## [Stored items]
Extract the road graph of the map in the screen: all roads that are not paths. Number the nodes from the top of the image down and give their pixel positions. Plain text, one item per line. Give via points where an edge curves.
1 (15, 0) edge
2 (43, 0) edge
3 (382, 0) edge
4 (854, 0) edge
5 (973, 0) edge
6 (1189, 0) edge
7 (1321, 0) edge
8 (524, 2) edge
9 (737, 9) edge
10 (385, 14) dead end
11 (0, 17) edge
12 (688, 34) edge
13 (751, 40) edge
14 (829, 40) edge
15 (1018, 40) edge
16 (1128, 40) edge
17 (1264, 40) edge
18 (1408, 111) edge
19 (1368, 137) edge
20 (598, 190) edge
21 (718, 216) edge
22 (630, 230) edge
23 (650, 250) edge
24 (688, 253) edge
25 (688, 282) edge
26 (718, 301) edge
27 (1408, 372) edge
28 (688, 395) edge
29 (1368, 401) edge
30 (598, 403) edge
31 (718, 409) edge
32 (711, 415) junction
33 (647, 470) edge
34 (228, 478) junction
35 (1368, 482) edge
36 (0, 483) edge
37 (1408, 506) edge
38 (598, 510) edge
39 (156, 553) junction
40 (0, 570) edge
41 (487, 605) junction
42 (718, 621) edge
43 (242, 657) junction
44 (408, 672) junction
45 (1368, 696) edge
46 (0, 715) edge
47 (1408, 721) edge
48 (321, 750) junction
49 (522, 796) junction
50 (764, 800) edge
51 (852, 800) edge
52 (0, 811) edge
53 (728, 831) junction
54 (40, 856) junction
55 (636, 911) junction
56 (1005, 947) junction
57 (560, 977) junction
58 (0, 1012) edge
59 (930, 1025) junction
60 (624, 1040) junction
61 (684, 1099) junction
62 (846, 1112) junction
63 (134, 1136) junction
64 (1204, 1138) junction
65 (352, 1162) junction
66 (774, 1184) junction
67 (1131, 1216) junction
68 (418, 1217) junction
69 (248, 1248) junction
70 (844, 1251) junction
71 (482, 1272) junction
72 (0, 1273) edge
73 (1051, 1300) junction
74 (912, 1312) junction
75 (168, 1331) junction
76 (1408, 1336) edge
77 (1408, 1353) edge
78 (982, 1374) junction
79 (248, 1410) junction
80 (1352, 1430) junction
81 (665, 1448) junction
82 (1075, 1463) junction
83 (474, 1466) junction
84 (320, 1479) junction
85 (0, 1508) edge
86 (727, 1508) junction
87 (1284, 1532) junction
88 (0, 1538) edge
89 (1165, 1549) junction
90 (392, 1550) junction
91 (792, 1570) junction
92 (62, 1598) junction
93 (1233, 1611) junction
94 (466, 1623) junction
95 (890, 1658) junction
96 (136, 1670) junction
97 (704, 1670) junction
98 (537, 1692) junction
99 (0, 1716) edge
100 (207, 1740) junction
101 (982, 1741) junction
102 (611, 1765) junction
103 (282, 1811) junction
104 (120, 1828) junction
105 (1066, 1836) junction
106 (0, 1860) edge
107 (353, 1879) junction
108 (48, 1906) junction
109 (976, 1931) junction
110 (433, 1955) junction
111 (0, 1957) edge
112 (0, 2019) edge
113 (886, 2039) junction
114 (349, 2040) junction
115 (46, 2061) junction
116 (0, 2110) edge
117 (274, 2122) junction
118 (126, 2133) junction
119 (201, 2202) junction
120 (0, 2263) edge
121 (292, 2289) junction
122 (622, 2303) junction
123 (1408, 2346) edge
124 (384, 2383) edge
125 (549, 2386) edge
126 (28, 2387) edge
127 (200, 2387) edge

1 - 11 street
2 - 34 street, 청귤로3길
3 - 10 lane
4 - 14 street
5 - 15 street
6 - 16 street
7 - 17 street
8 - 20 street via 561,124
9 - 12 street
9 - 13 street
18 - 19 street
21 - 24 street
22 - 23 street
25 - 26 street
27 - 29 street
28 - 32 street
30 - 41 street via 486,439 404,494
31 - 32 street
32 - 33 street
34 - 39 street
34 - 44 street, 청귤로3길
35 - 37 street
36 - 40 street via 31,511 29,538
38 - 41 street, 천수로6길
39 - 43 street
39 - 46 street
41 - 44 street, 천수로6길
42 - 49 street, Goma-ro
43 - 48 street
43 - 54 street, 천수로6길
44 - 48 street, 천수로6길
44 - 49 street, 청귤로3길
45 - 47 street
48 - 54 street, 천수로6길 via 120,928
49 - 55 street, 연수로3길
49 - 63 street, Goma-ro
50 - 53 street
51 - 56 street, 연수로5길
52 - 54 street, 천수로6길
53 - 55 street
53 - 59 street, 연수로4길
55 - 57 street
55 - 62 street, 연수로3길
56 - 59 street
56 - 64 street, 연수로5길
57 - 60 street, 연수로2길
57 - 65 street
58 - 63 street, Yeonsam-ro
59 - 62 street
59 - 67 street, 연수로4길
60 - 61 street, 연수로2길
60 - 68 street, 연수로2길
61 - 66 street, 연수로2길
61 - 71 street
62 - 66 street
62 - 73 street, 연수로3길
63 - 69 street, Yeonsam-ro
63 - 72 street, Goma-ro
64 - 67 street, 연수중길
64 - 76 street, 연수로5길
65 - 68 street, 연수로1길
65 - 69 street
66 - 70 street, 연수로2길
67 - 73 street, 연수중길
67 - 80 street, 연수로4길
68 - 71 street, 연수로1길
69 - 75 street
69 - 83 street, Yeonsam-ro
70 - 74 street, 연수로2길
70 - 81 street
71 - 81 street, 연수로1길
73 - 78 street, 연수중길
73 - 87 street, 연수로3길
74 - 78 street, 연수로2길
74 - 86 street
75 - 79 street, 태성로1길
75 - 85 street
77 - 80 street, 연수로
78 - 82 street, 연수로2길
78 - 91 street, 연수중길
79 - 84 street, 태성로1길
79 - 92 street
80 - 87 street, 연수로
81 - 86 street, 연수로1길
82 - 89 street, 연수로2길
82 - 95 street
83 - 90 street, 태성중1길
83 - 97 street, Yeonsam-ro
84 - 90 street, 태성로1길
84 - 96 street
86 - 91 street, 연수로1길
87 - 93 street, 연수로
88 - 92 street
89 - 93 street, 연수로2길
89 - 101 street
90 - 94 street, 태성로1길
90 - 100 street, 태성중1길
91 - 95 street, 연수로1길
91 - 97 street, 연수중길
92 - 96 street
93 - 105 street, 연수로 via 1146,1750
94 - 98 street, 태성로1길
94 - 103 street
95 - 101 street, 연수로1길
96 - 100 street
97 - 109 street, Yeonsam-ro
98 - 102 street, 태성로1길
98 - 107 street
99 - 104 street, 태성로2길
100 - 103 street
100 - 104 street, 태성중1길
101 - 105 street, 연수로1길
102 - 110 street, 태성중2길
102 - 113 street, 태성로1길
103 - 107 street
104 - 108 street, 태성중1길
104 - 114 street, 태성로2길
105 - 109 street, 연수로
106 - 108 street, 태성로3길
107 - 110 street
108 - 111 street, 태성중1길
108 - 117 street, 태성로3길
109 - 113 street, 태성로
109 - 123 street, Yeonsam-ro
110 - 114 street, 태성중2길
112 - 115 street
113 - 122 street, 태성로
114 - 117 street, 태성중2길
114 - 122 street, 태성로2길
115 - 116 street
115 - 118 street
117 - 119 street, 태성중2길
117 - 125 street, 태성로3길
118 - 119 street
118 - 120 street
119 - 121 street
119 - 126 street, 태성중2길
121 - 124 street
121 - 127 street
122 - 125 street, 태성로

## [Your goal]
Return every line above in which the string "연수중길" occurs.

## [Worked solution]
64 - 67 street, 연수중길
67 - 73 street, 연수중길
73 - 78 street, 연수중길
78 - 91 street, 연수중길
91 - 97 street, 연수중길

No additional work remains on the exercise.